- [Supplied material]
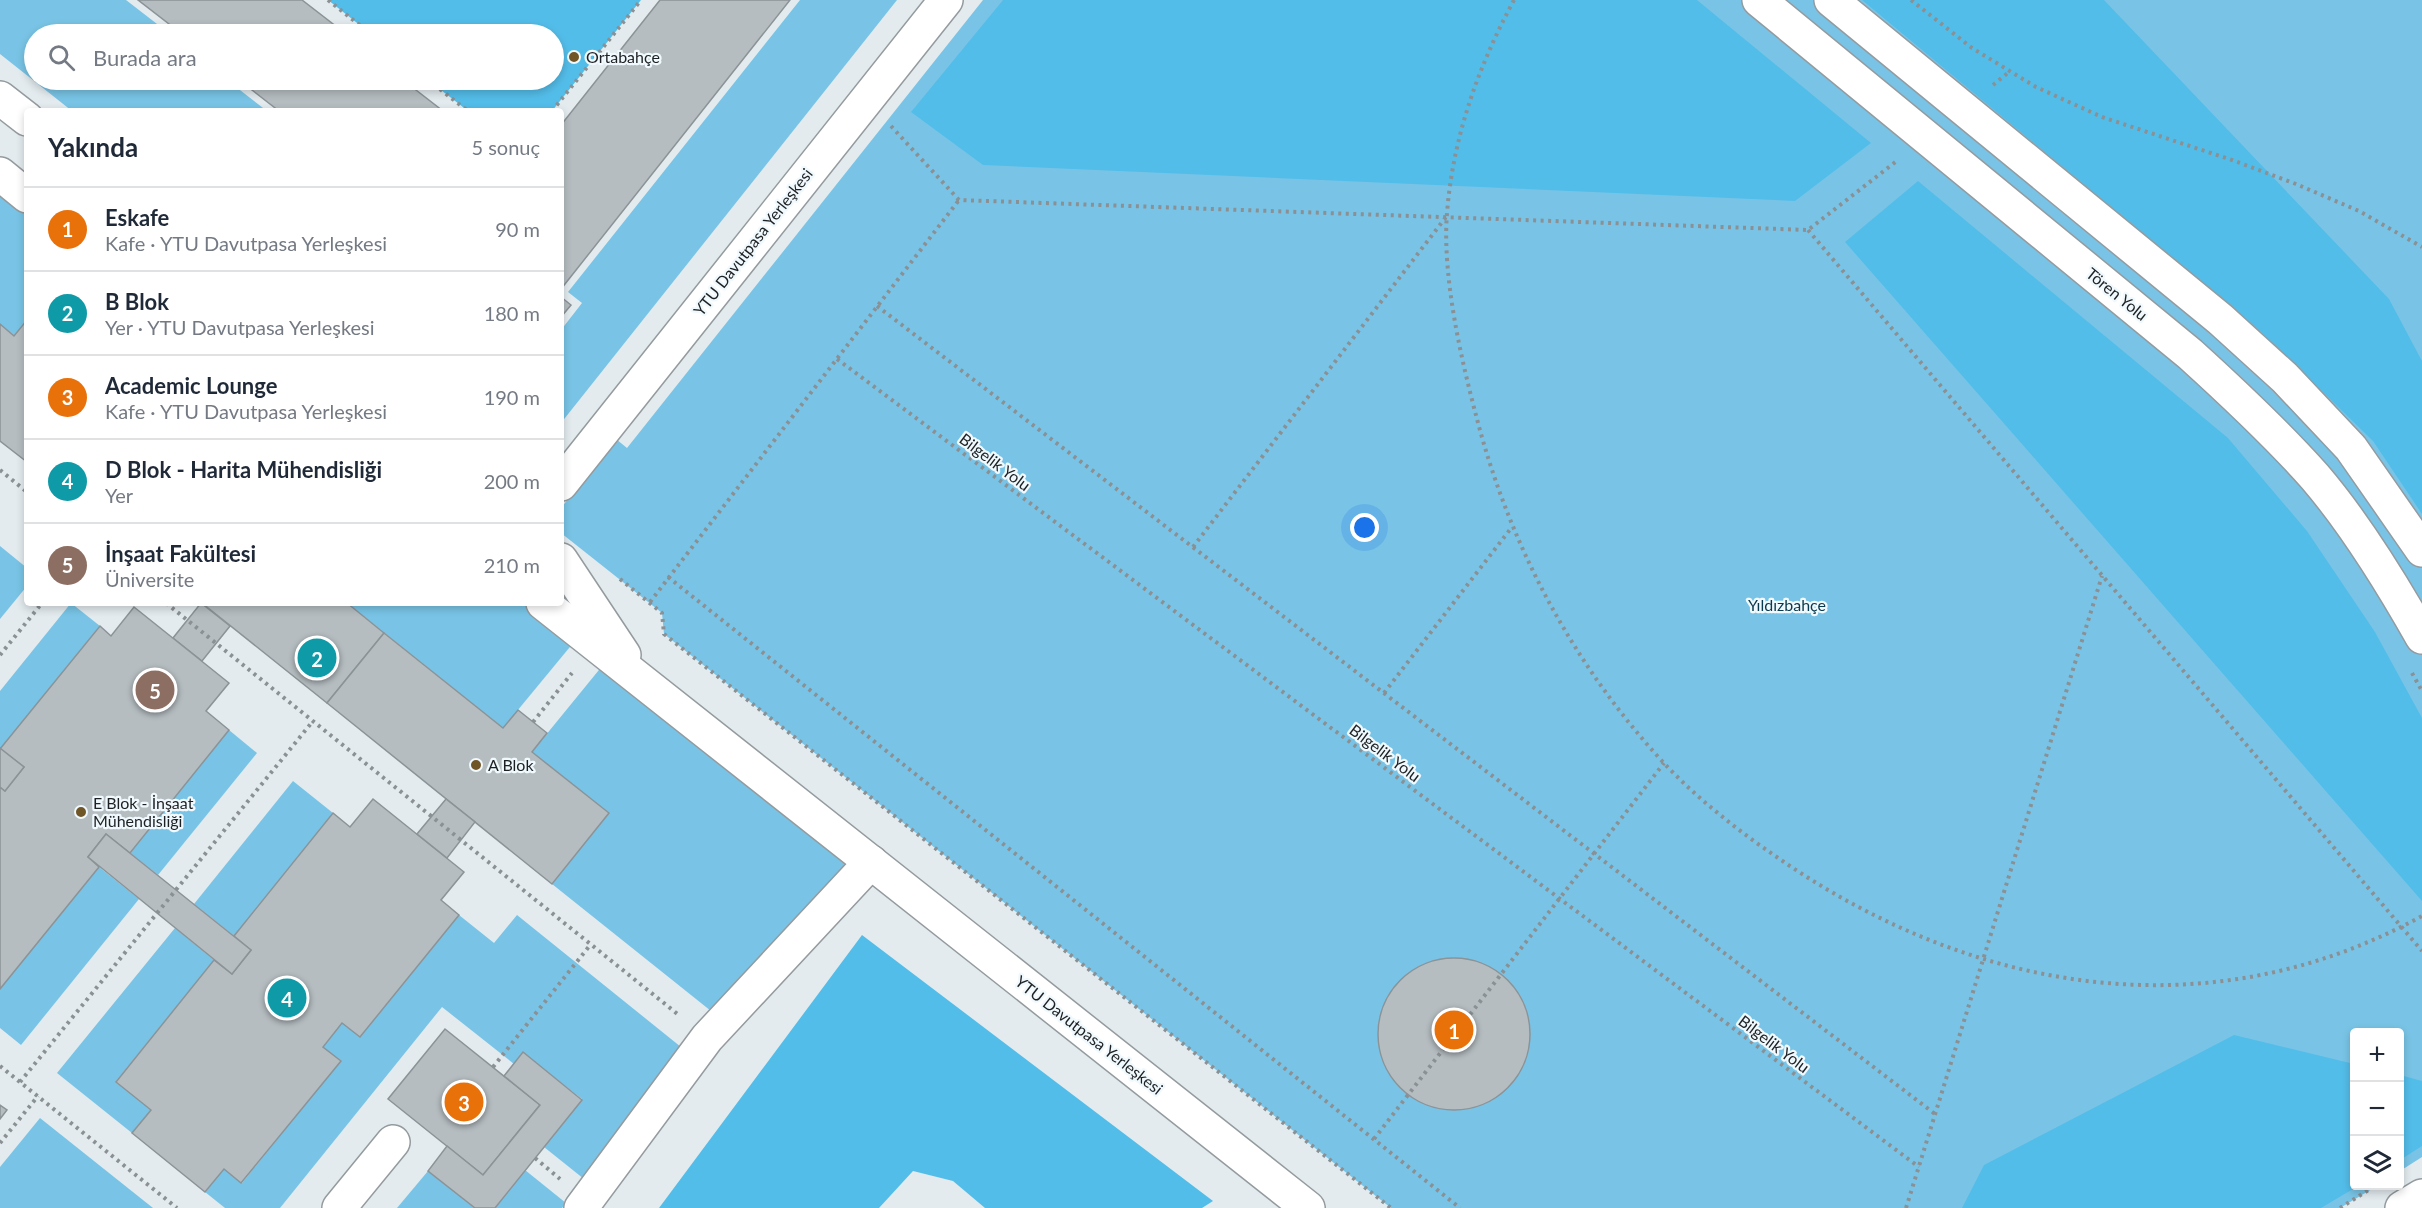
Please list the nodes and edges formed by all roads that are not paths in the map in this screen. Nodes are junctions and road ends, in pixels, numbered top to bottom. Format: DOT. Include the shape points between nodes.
graph roads {
  1 [pos="946,0"];
  2 [pos="1759,0"];
  3 [pos="1831,0"];
  4 [pos="0,98"];
  5 [pos="24,117"];
  6 [pos="0,174"];
  7 [pos="24,194"];
  8 [pos="564,480"];
  9 [pos="2422,550"];
  10 [pos="564,565"];
  11 [pos="547,606"];
  12 [pos="2422,637"];
  13 [pos="642,682"];
  14 [pos="871,862"];
  15 [pos="393,1142"];
  16 [pos="2422,1196"];
  17 [pos="339,1208"];
  18 [pos="581,1208"];
  19 [pos="1308,1208"];
  20 [pos="2402,1208"];
  1 -- 8 [label="street, YTU Davutpasa Yerleşkesi"];
  2 -- 12 [label="street, Tören Yolu" via="2190,354 2252,411 2316,478 2365,546"];
  3 -- 9 [label="street" via="2211,312 2284,378 2351,448"];
  4 -- 5 [label="street"];
  6 -- 7 [label="street"];
  10 -- 13 [label="street, YTU Davutpasa Yerleşkesi"];
  11 -- 13 [label="street, YTU Davutpasa Yerleşkesi"];
  13 -- 14 [label="street, YTU Davutpasa Yerleşkesi"];
  14 -- 18 [label="street" via="707,1038"];
  14 -- 19 [label="street, YTU Davutpasa Yerleşkesi"];
  15 -- 17 [label="street"];
  16 -- 20 [label="street"];
}
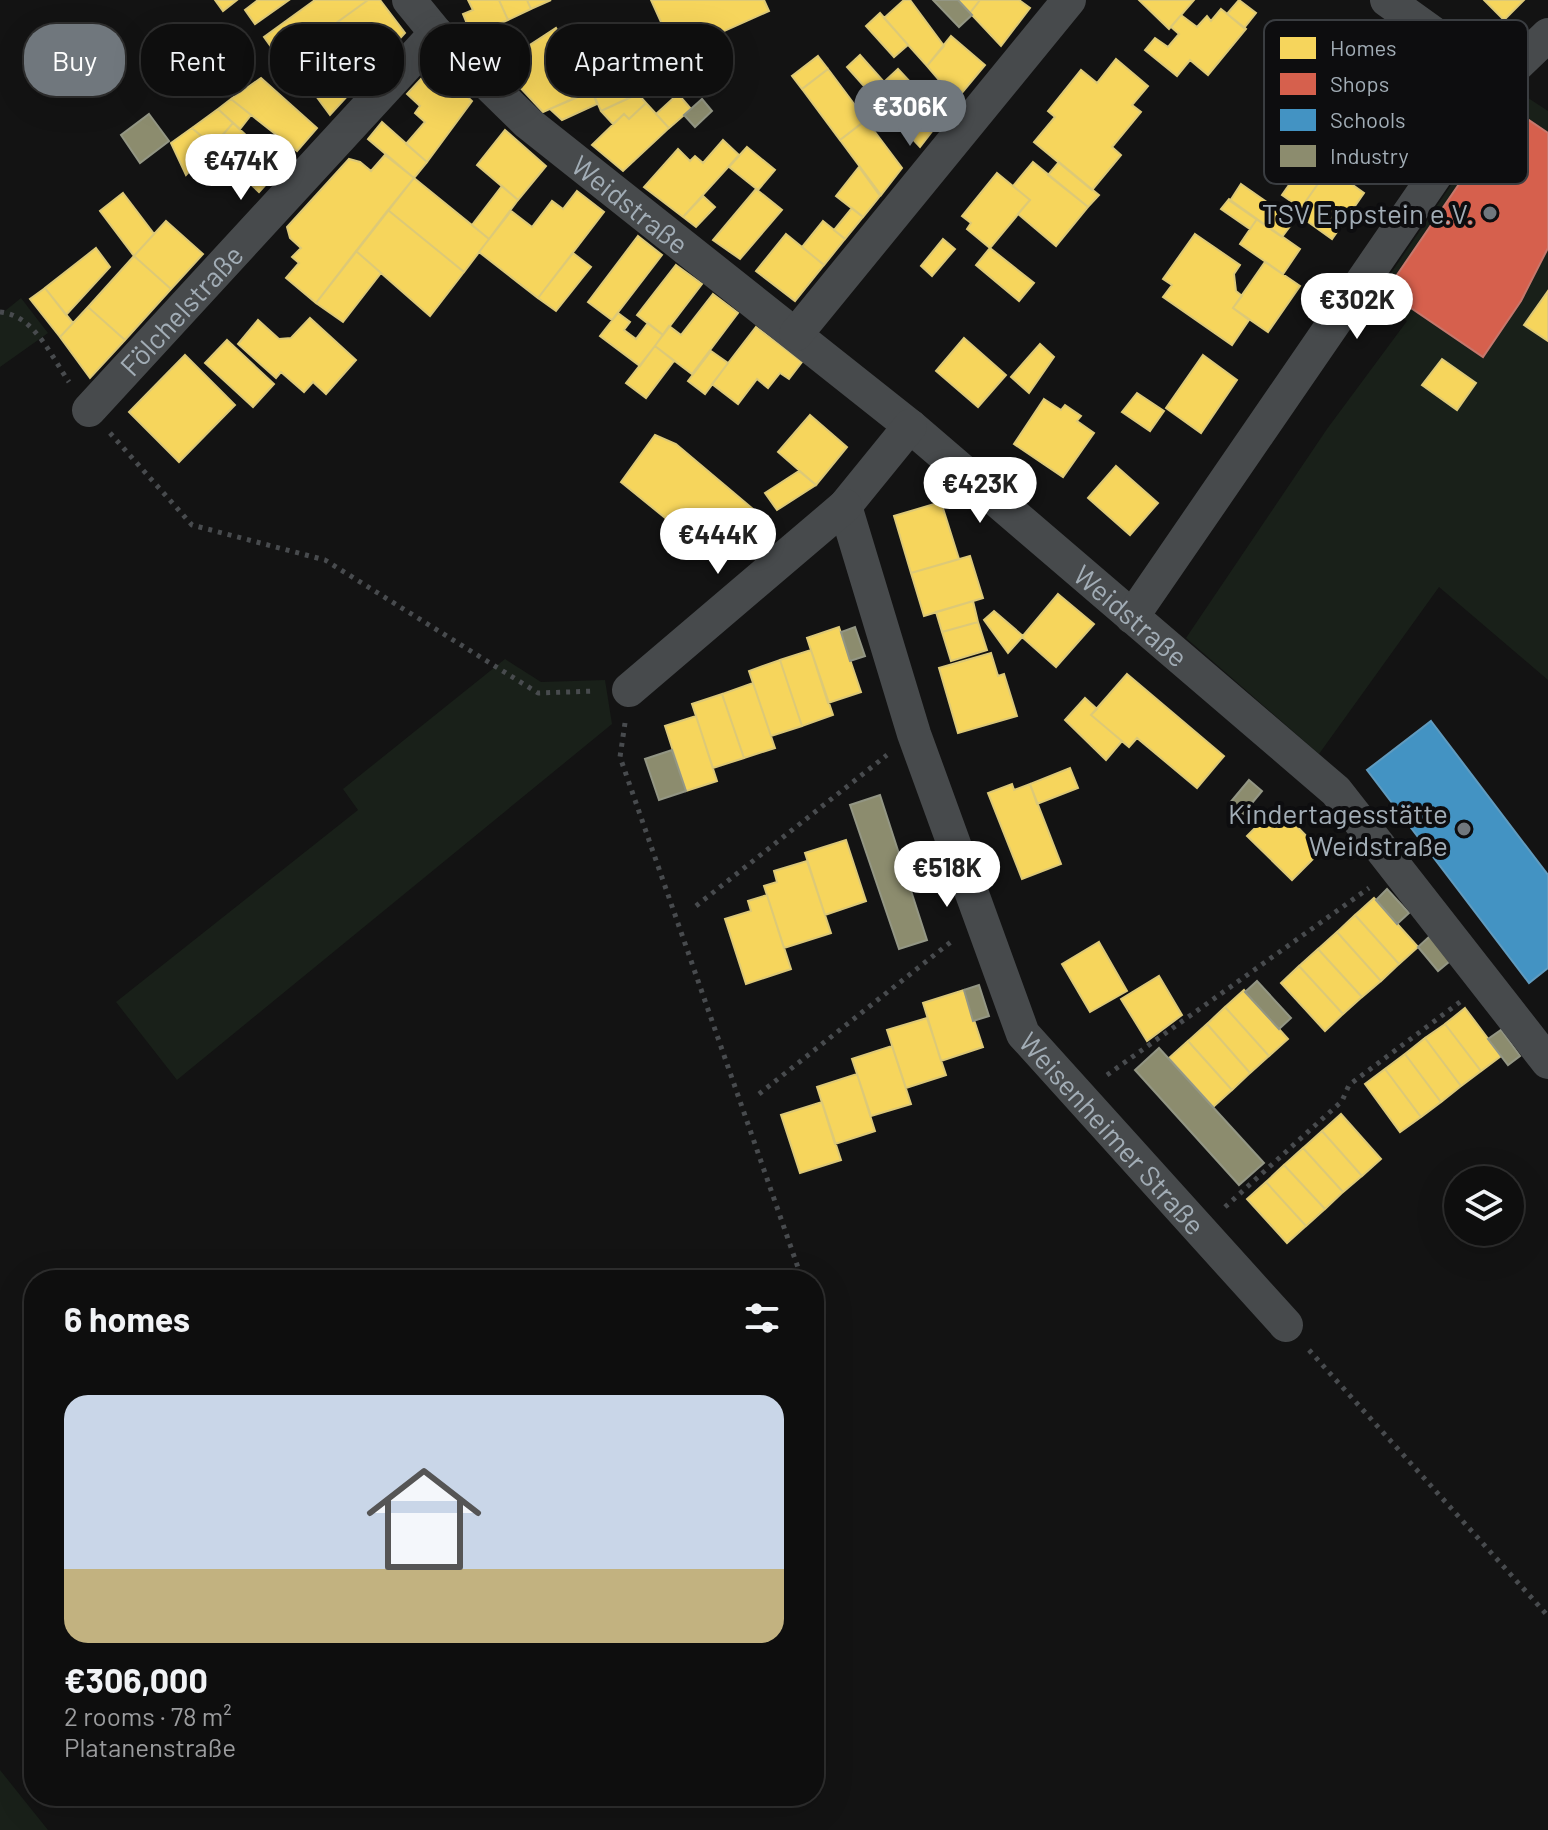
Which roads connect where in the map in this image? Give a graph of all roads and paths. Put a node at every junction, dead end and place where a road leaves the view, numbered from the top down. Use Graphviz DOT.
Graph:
graph roads {
  1 [pos="409,0"];
  2 [pos="1069,0"];
  3 [pos="1387,0"];
  4 [pos="1415,20"];
  5 [pos="429,24"];
  6 [pos="1548,35"];
  7 [pos="420,50"];
  8 [pos="1528,54"];
  9 [pos="500,96"];
  10 [pos="1429,184"];
  11 [pos="0,312"];
  12 [pos="796,334"];
  13 [pos="89,410"];
  14 [pos="910,426"];
  15 [pos="845,506"];
  16 [pos="1132,617"];
  17 [pos="629,690"];
  18 [pos="914,734"];
  19 [pos="1396,869"];
  20 [pos="696,906"];
  21 [pos="981,919"];
  22 [pos="1486,983"];
  23 [pos="1548,1062"];
  24 [pos="759,1094"];
  25 [pos="1079,1096"];
  26 [pos="1200,1229"];
  27 [pos="799,1270"];
  28 [pos="1286,1325"];
  29 [pos="1548,1616"];
  1 -- 5 [label="street, Weidstraße"];
  2 -- 12 [label="street"];
  3 -- 4 [label="street"];
  6 -- 8 [label="street"];
  7 -- 13 [label="street, Fölchelstraße"];
  9 -- 12 [label="street, Weidstraße"];
  10 -- 16 [label="street"];
  11 -- 13 [label="path"];
  12 -- 14 [label="street, Weidstraße"];
  13 -- 17 [label="path"];
  14 -- 15 [label="street"];
  14 -- 16 [label="street, Weidstraße"];
  15 -- 17 [label="street"];
  15 -- 18 [label="street, Weisenheimer Straße"];
  16 -- 19 [label="street, Weidstraße"];
  17 -- 27 [label="path"];
  18 -- 20 [label="path"];
  18 -- 21 [label="street, Weisenheimer Straße"];
  19 -- 22 [label="street, Weidstraße"];
  19 -- 25 [label="path"];
  21 -- 24 [label="path"];
  21 -- 25 [label="street, Weisenheimer Straße"];
  22 -- 23 [label="street, Weidstraße"];
  22 -- 26 [label="path"];
  25 -- 26 [label="street, Weisenheimer Straße"];
  26 -- 28 [label="street, Weisenheimer Straße"];
  28 -- 29 [label="path"];
}
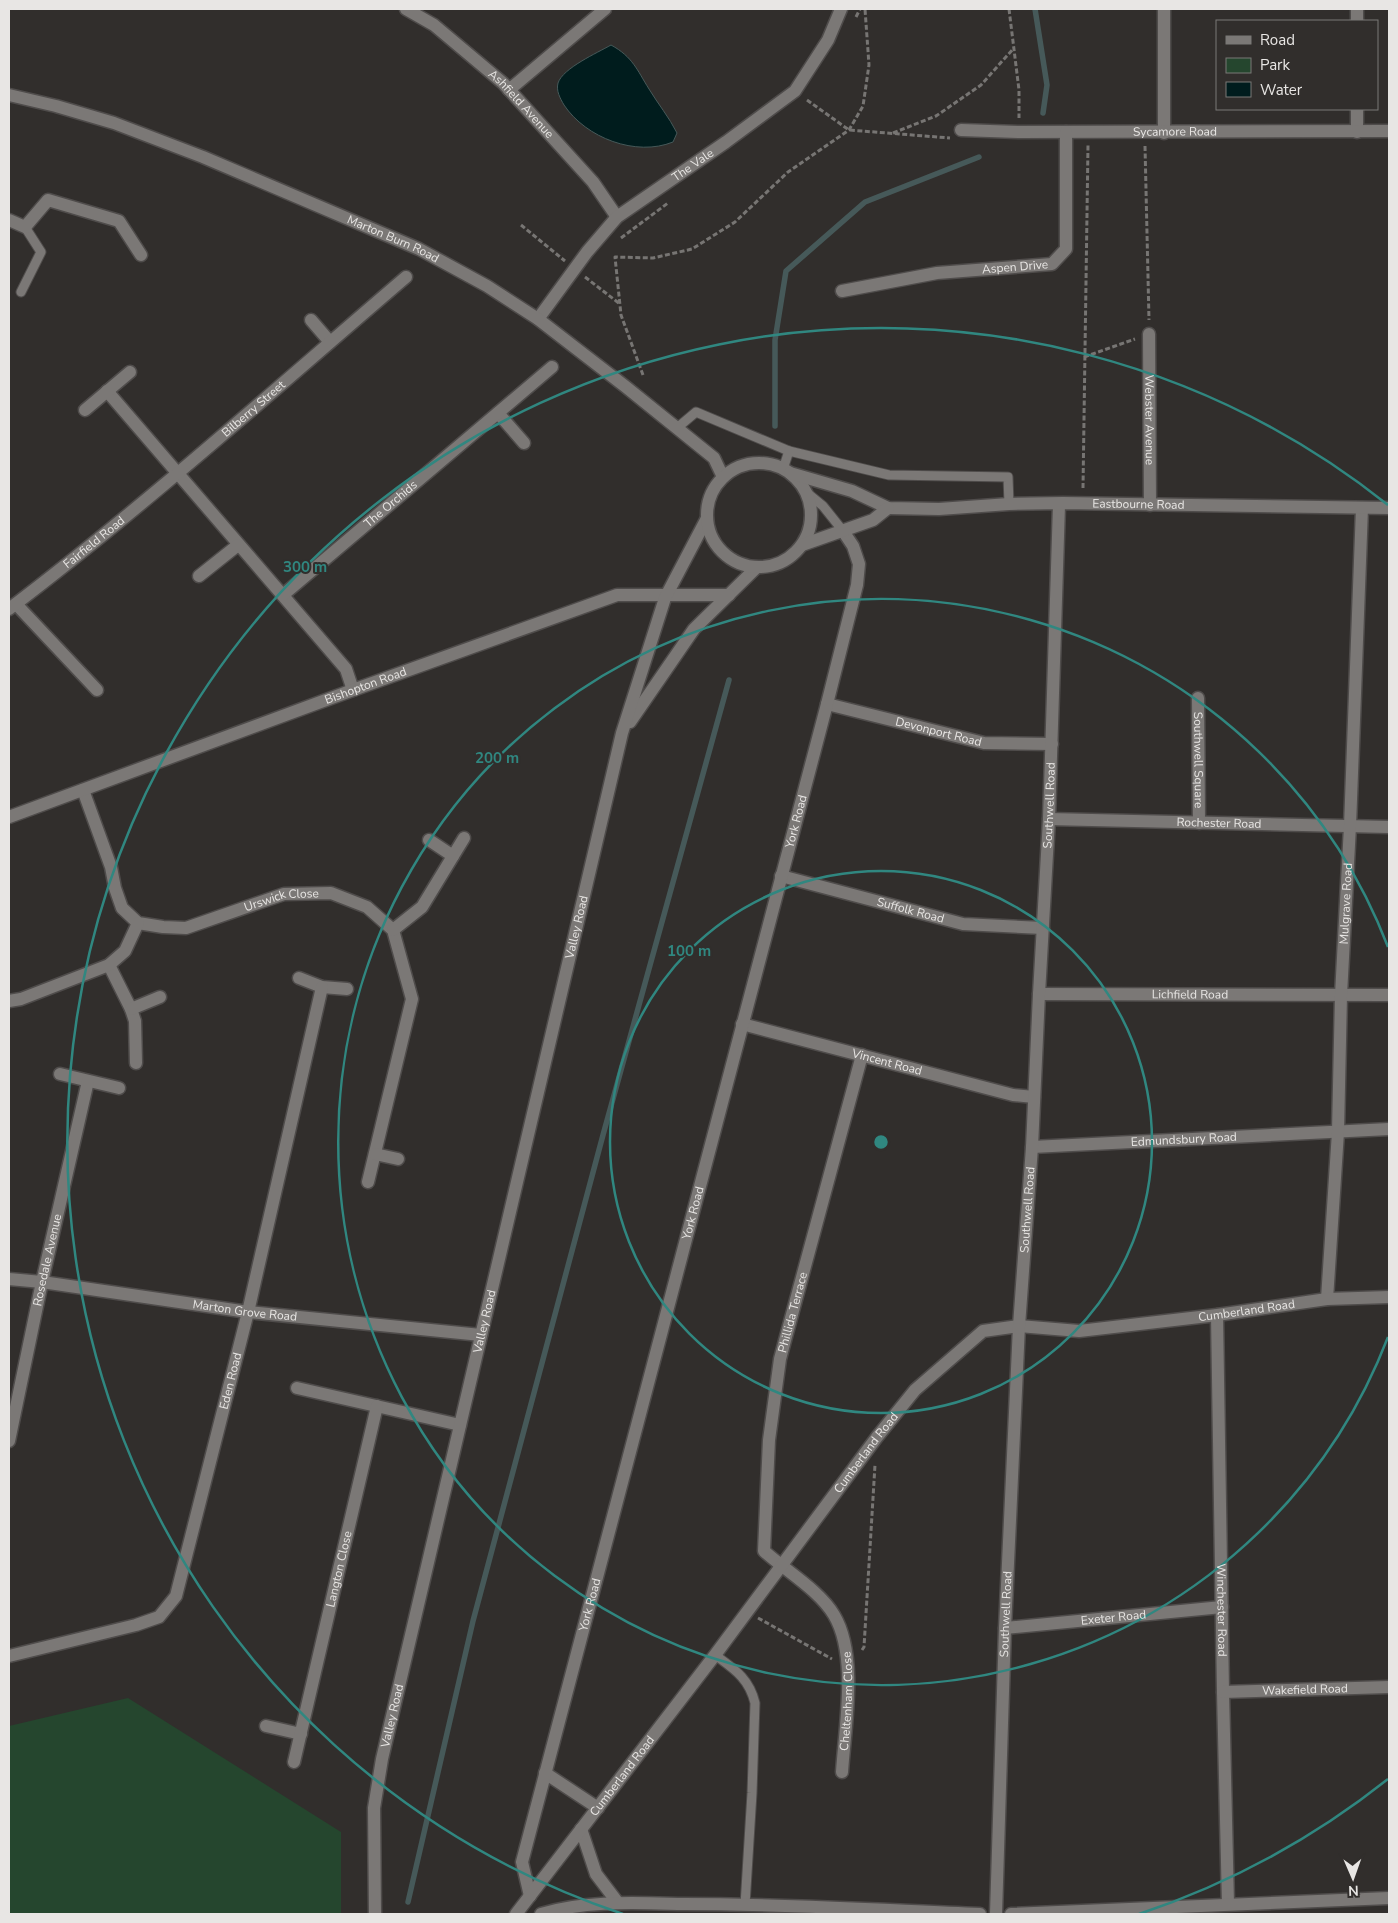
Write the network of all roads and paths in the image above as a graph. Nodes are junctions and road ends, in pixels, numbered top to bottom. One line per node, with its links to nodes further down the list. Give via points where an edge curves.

- [What the task asks] The answer must consist of every line above that holds the string "Give", copied exactly.

- [Written response]
Which roads connect where in the map in this image? Give a graph of all roads and paths. Put a node at every junction, dead end and place where a road leaves the view, numbered from the top down. Use Graphviz DOT.
Write the network of all roads and paths in the image above as a graph. Nodes are junctions and road ends, in pixels, numbered top to bottom. One line per node, with its links to nodes further down the list. Give via points where an edge curves.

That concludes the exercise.